* **Work to complete**
Set down the records exactly as they stand, except for any pictures, which you should omit.

Collected data entries
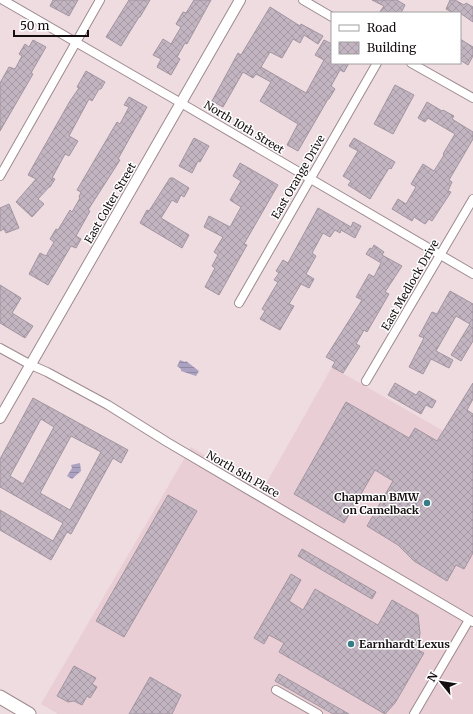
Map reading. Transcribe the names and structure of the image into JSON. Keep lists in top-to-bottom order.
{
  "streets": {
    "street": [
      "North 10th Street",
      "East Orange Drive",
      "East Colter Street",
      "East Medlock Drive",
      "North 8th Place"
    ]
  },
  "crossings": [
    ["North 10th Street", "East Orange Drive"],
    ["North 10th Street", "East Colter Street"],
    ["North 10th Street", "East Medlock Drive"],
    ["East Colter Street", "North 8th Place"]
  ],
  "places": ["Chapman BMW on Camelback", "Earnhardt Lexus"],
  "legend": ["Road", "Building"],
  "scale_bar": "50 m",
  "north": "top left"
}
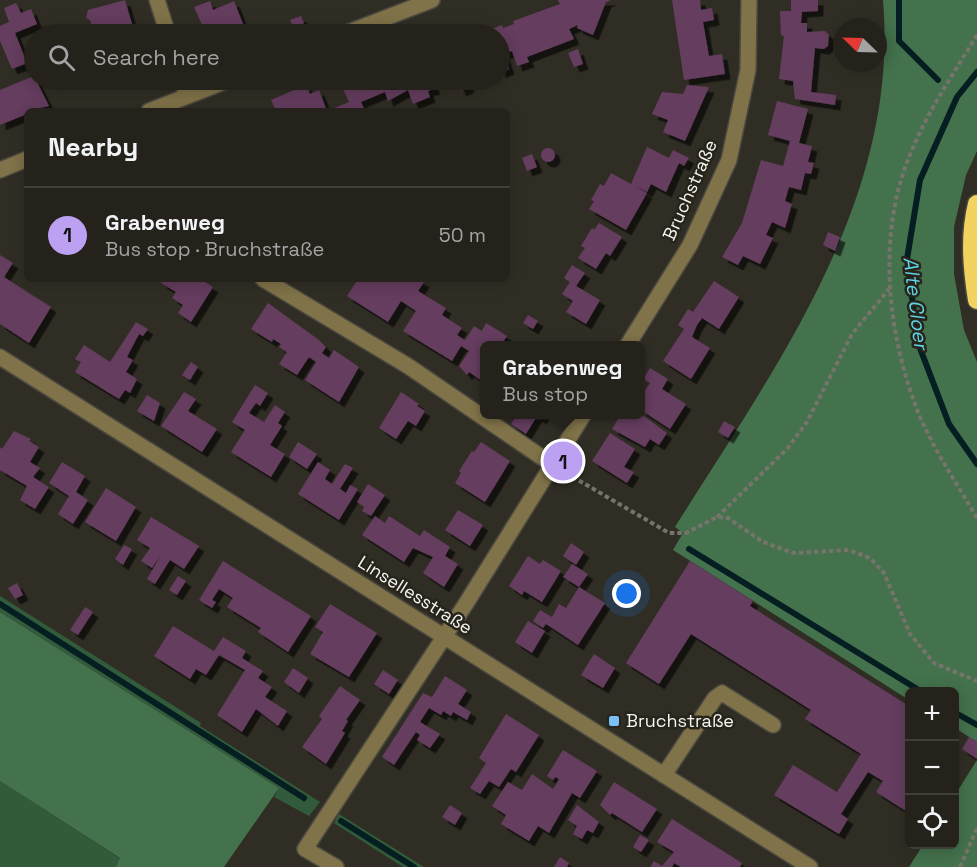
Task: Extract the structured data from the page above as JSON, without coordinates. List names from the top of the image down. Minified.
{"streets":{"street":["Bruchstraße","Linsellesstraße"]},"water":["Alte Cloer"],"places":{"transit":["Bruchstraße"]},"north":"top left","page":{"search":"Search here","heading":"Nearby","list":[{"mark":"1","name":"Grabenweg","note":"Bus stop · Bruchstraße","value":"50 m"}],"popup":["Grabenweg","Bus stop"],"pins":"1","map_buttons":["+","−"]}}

* **Response**
Map reading. Transcribe the names and structure of the image into JSON. Keep lists in top-to-bottom order.
{
  "streets": {
    "street": [
      "North 10th Street",
      "East Orange Drive",
      "East Colter Street",
      "East Medlock Drive",
      "North 8th Place"
    ]
  },
  "crossings": [
    ["North 10th Street", "East Orange Drive"],
    ["North 10th Street", "East Colter Street"],
    ["North 10th Street", "East Medlock Drive"],
    ["East Colter Street", "North 8th Place"]
  ],
  "places": ["Chapman BMW on Camelback", "Earnhardt Lexus"],
  "legend": ["Road", "Building"],
  "scale_bar": "50 m",
  "north": "top left"
}
Task: Extract the structured data from the page above as JSON, without coordinates. List names from the top of the image down. Minified.
{"streets":{"street":["Bruchstraße","Linsellesstraße"]},"water":["Alte Cloer"],"places":{"transit":["Bruchstraße"]},"north":"top left","page":{"search":"Search here","heading":"Nearby","list":[{"mark":"1","name":"Grabenweg","note":"Bus stop · Bruchstraße","value":"50 m"}],"popup":["Grabenweg","Bus stop"],"pins":"1","map_buttons":["+","−"]}}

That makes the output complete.